== Task goal ==
The listing below holds a line with "index tip: (285, 321)" and a later line with "index pip: (737, 314)". Write out those two lines and every line between them, exactly, and nothing else.

== Source material ==

▼

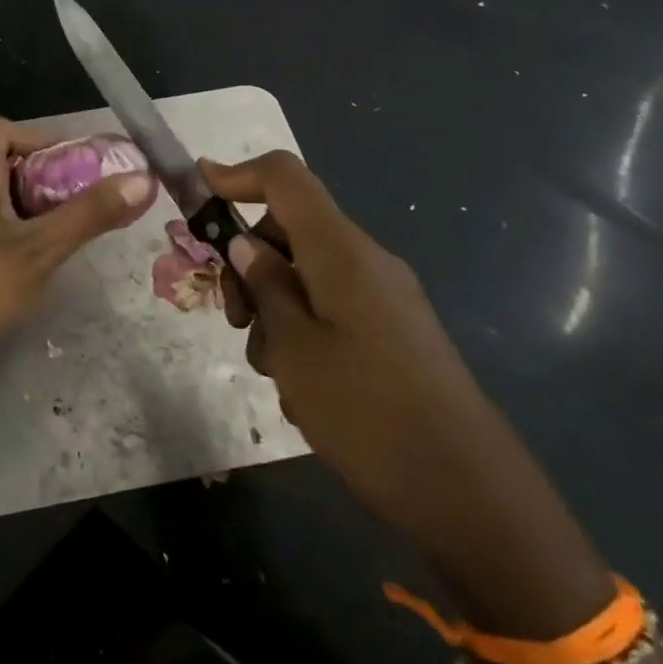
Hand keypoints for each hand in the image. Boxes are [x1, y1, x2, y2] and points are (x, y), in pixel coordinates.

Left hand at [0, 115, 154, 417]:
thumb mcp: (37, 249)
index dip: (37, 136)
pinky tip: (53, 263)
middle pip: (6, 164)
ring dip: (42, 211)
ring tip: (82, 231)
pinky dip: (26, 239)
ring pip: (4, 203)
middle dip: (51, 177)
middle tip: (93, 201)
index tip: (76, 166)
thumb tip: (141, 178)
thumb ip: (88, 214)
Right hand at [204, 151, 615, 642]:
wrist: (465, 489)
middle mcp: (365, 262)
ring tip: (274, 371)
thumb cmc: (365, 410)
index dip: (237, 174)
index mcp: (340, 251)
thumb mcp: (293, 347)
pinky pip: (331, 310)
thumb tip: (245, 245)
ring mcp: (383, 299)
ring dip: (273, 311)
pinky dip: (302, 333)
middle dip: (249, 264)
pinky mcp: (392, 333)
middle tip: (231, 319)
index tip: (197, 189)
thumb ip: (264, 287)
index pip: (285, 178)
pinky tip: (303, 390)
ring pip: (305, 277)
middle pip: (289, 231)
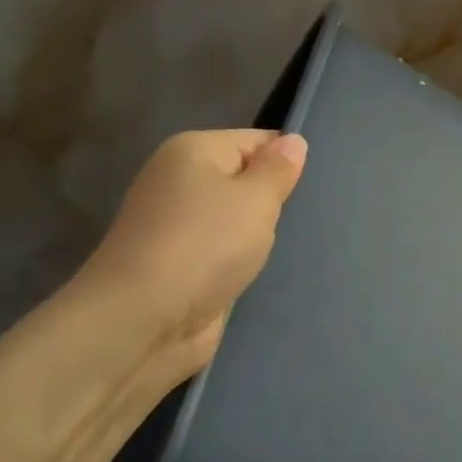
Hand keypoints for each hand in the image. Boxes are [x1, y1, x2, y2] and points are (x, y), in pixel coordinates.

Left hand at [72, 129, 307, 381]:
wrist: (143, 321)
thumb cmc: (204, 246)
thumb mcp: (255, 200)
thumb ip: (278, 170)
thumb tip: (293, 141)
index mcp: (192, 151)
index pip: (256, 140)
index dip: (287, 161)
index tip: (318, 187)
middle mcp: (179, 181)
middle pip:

▲
▼

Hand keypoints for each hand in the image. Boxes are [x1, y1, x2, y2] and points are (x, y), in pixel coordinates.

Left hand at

▲
▼

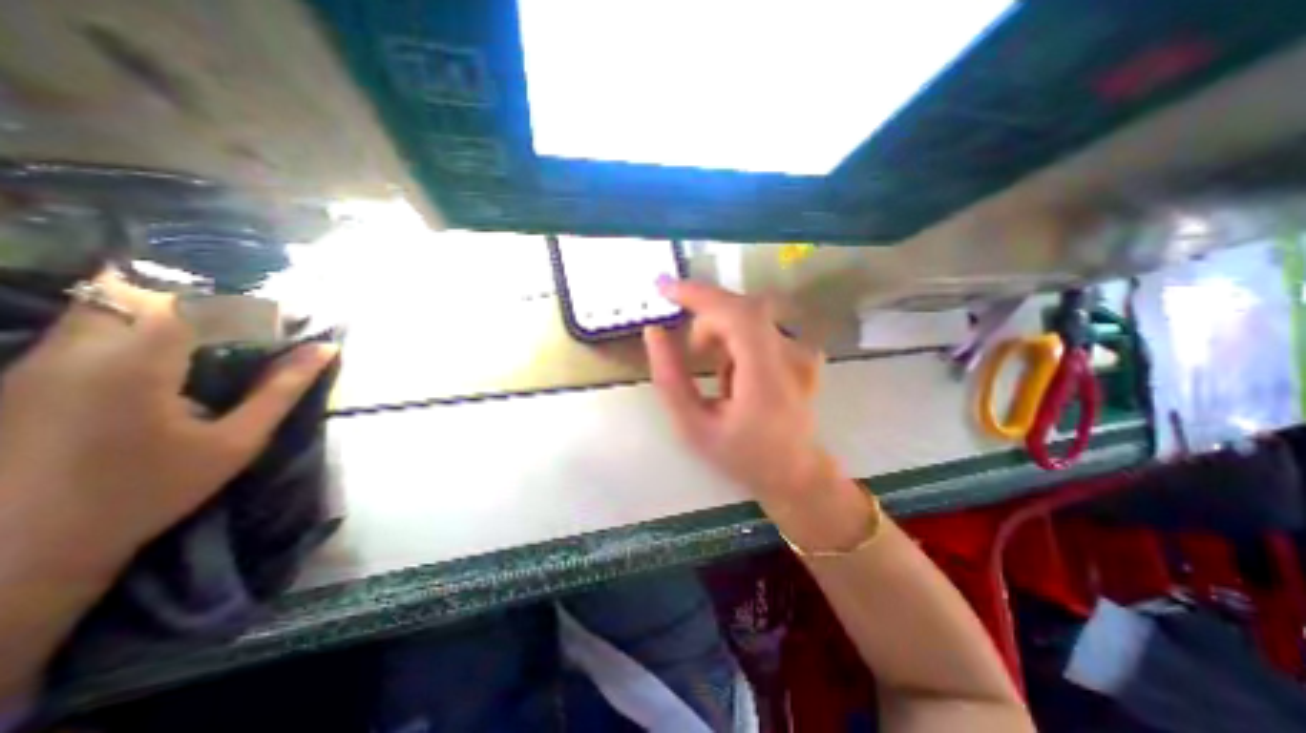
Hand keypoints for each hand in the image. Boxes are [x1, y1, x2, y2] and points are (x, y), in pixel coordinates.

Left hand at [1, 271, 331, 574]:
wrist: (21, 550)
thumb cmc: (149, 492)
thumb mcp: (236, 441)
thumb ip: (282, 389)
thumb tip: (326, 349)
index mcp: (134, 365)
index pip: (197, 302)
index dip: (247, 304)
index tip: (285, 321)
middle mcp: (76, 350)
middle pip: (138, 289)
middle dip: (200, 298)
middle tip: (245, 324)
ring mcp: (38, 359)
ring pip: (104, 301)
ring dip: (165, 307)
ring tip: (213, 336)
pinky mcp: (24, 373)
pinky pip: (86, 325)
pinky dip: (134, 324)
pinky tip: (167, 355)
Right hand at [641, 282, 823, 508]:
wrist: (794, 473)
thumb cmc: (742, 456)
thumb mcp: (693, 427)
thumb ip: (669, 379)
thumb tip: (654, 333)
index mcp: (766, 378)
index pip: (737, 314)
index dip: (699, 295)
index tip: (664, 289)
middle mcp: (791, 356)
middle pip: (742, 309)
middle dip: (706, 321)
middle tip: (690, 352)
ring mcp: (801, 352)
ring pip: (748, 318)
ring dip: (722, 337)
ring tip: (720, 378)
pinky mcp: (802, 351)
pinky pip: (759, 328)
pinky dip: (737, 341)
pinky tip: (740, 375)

▲

== Reply to the task ==
index tip: (285, 321)
middle mcp: (76, 350)
middle pip: (138, 289)
middle dip: (200, 298)
middle tip: (245, 324)
ring mcp: (38, 359)
ring pip: (104, 301)
ring dip: (165, 307)
ring tip: (213, 336)
pinky mcp: (24, 373)
pinky pip: (86, 325)
pinky dip: (134, 324)
pinky tip: (167, 355)
Right hand at [641, 282, 823, 508]:
wrist: (794, 473)
thumb cmc: (742, 456)
thumb mcp: (693, 427)
thumb ip: (669, 379)
thumb tip: (654, 333)
index mcp: (766, 378)
index pip: (737, 314)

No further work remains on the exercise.